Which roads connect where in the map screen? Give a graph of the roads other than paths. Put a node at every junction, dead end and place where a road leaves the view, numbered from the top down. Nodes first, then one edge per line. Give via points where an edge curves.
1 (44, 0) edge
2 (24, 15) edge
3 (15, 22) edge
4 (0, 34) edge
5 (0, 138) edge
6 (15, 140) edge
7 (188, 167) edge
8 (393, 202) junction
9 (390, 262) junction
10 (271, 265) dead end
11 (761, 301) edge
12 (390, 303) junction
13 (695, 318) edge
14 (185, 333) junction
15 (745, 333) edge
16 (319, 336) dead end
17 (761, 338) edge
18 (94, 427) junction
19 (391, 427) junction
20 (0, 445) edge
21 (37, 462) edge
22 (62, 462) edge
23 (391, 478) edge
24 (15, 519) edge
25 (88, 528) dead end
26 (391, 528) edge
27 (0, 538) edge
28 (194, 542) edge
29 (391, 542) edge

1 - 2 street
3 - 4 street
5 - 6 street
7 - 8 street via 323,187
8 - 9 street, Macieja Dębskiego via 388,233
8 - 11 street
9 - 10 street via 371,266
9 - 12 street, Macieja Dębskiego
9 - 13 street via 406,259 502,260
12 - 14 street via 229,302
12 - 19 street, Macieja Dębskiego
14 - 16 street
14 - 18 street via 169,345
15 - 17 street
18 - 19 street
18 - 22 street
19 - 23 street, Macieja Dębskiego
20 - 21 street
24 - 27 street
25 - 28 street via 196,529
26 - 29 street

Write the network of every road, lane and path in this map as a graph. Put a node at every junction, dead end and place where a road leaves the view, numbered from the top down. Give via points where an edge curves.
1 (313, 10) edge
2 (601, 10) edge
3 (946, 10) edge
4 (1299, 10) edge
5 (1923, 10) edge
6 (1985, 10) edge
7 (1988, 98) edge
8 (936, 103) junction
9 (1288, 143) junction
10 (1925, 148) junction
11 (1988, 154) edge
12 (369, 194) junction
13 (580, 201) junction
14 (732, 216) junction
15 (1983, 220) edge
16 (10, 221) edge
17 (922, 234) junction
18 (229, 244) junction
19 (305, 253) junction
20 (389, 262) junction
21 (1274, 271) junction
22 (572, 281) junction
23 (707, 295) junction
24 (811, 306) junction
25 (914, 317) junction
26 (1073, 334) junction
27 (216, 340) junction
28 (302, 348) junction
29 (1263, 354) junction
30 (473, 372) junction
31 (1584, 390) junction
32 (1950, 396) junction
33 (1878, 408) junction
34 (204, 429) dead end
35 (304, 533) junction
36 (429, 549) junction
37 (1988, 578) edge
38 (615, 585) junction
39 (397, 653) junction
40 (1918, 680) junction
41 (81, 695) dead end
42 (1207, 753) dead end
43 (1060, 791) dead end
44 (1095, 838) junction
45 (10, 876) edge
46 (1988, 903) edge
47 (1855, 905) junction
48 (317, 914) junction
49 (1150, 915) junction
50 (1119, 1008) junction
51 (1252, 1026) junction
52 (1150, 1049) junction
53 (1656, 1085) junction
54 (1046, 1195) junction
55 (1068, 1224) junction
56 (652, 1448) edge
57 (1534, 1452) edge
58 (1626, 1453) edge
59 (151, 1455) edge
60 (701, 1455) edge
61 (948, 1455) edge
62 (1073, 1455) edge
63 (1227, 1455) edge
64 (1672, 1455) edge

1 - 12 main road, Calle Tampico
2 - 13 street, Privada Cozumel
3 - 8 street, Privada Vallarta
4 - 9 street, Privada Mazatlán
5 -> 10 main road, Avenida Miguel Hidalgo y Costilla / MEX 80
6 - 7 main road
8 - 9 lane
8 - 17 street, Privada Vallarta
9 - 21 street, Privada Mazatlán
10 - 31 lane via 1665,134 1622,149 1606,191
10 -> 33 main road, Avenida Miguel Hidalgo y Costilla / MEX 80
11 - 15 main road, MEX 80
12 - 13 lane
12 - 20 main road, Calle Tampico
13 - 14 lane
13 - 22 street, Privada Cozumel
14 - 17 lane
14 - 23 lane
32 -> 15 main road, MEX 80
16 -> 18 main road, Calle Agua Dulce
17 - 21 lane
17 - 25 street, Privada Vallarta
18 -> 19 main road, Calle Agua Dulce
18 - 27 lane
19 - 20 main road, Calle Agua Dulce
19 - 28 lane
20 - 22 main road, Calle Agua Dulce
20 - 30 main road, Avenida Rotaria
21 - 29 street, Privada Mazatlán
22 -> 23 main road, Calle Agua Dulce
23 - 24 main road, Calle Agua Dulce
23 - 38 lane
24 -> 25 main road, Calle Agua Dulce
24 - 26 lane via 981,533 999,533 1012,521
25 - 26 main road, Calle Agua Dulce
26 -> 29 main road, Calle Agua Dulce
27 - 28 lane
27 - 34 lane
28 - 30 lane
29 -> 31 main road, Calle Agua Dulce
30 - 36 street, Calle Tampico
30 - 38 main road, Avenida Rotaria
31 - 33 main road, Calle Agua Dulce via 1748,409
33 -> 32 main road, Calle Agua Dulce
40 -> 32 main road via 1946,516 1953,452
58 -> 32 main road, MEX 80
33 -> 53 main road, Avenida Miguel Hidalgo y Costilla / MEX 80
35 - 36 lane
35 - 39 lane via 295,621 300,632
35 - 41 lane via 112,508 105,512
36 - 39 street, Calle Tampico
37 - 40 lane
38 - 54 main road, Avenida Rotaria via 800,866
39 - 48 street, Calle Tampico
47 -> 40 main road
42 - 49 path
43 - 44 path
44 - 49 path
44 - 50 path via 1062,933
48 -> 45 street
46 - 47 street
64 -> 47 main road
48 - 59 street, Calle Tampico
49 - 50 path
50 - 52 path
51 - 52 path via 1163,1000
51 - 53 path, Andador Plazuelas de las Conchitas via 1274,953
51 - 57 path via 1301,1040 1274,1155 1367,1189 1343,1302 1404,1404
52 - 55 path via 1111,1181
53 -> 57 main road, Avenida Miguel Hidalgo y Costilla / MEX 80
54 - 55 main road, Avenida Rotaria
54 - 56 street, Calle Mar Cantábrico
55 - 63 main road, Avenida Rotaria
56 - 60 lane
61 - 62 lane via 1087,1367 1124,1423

□ □ □ □ □ □ □

• _Try it_
For each line of the data that includes the word "Costilla", return a copy of it.

• _Answer to this problem_
5 -> 10 main road, Avenida Miguel Hidalgo y Costilla / MEX 80
10 -> 33 main road, Avenida Miguel Hidalgo y Costilla / MEX 80
33 -> 53 main road, Avenida Miguel Hidalgo y Costilla / MEX 80
53 -> 57 main road, Avenida Miguel Hidalgo y Costilla / MEX 80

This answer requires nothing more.